[Exercise instructions] Exclude all pictures, then restate the entries below word for word.
[The records Boundary: Start]
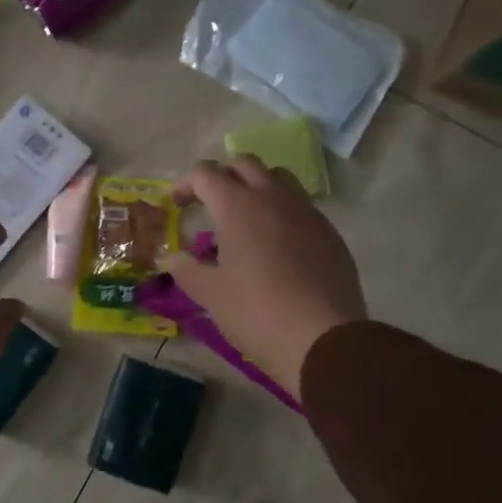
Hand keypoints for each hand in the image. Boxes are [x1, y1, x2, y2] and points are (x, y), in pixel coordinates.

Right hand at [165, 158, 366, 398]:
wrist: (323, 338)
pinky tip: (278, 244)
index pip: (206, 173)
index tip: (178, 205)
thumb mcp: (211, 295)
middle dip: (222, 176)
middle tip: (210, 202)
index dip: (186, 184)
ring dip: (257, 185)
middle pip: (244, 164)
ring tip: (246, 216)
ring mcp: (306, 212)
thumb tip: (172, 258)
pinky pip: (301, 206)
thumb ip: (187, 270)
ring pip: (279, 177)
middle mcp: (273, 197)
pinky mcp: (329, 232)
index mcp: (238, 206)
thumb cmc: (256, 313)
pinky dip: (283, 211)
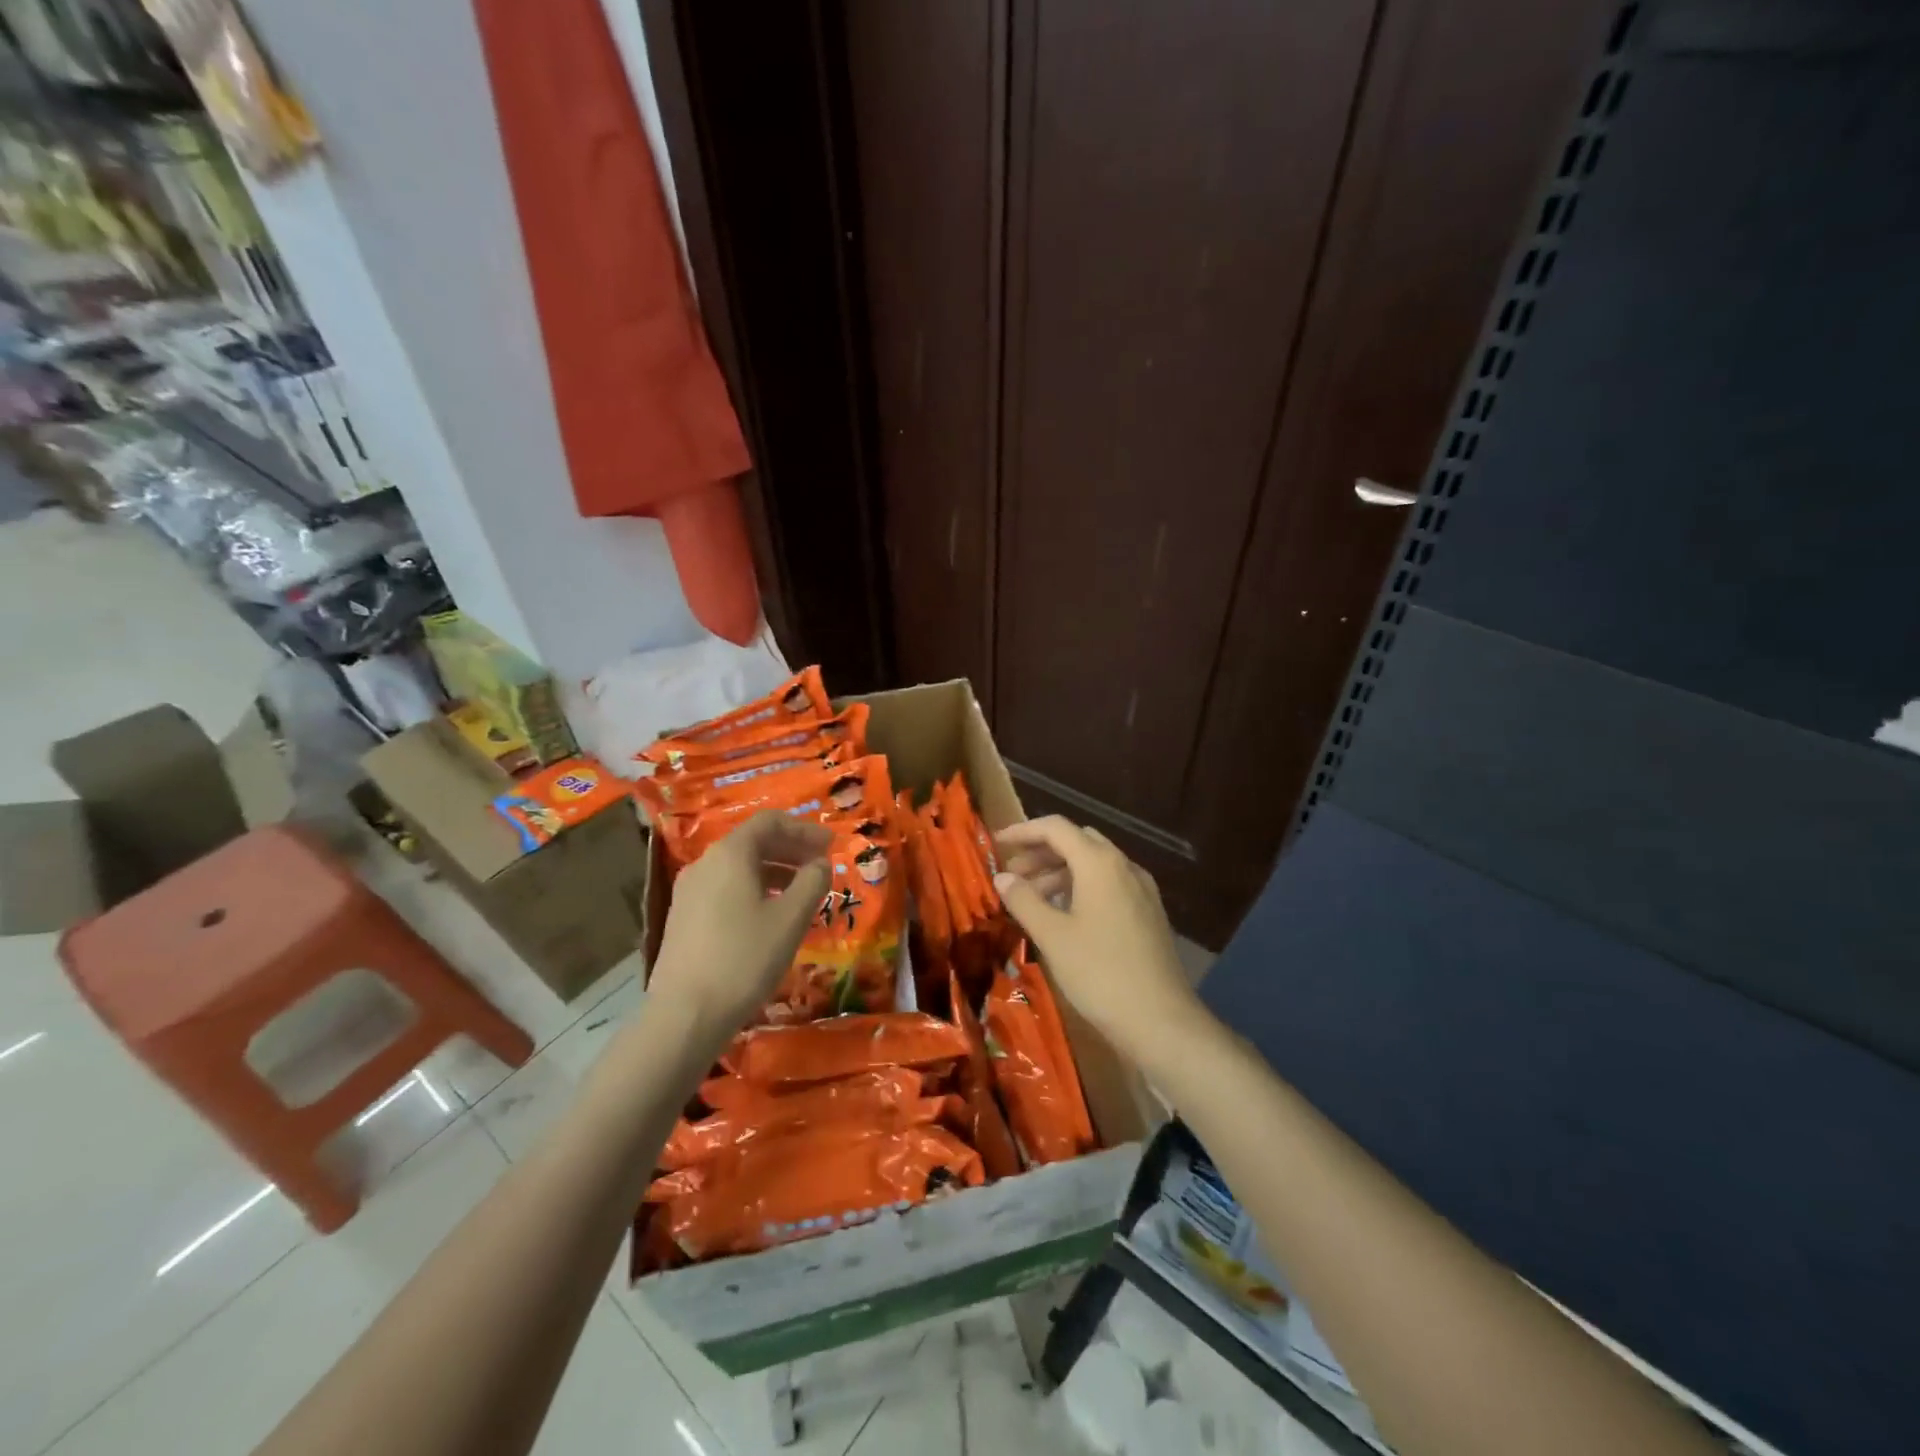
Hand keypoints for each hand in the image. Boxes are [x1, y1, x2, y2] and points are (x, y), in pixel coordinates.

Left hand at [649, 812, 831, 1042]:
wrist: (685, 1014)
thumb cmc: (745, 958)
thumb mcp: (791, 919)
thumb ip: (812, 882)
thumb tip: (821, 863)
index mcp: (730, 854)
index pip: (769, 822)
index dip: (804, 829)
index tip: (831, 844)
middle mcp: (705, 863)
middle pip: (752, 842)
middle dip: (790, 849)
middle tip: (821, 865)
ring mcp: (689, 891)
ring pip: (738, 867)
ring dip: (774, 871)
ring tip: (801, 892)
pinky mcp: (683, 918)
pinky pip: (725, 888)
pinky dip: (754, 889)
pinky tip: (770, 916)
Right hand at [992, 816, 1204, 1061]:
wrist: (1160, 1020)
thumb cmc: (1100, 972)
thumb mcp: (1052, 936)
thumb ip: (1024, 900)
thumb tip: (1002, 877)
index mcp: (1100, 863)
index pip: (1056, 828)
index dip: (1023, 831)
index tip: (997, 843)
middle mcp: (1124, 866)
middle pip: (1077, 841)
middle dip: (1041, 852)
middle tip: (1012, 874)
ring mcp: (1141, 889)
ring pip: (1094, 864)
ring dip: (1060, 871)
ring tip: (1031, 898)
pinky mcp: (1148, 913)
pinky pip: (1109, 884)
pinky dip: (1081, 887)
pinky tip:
[The records Boundary: End]
[Solved problem]
Hand keypoints for each hand in the image. Boxes are [x1, y1, x2, y2] and points are (x, y), in pixel coordinates.

Right hand at [165, 158, 366, 398]:
wrist: (323, 338)
pinky tip: (278, 244)
index pip: (206, 173)
index tip: (178, 205)
thumb mcp: (211, 295)
middle dip: (222, 176)
middle tip: (210, 202)
index dip: (186, 184)
ring dip: (257, 185)
middle pip: (244, 164)
ring tip: (246, 216)
ring mcp: (306, 212)
thumb tip: (172, 258)
pinky pip: (301, 206)
thumb ip: (187, 270)
ring pip: (279, 177)
middle mcp: (273, 197)
pinky mcp: (329, 232)
index mcp: (238, 206)
thumb cmc: (256, 313)
pinky dip: (283, 211)
Hand keypoints for each hand in the image. Boxes are [x1, y1, x2, y2] and points are (x, y), in pixel coordinates.

Left hand at [649, 812, 831, 1042]:
wrist: (685, 1014)
thumb cmc: (745, 958)
thumb mcp: (791, 919)
thumb ip: (812, 882)
thumb tip: (821, 863)
index mcp: (730, 854)
index pip: (769, 822)
index dip: (804, 829)
index tip: (831, 844)
middle mcp: (705, 863)
middle pip: (752, 842)
middle dip: (790, 849)
middle tip: (821, 865)
ring mcp: (689, 891)
ring pip: (738, 867)
ring dip: (774, 871)
ring tip: (801, 892)
pinky mcp: (683, 918)
pinky pip: (725, 888)
pinky dip: (754, 889)
pinky tip: (770, 916)
Right hand at [992, 816, 1204, 1061]:
wrist: (1160, 1020)
thumb cmc: (1100, 972)
thumb mcp: (1052, 936)
thumb ip: (1024, 900)
thumb tip: (1002, 877)
index mcp: (1100, 863)
index pip: (1056, 828)
index dip: (1023, 831)
index tip: (997, 843)
middle mcp: (1124, 866)
middle pip: (1077, 841)
middle dip: (1041, 852)
middle tip: (1012, 874)
ring mcp: (1141, 889)
ring pip: (1094, 864)
ring dip: (1060, 871)
ring tip: (1031, 898)
pinky mcp: (1148, 913)
pinky pip: (1109, 884)
pinky dip: (1081, 887)
pinky tip:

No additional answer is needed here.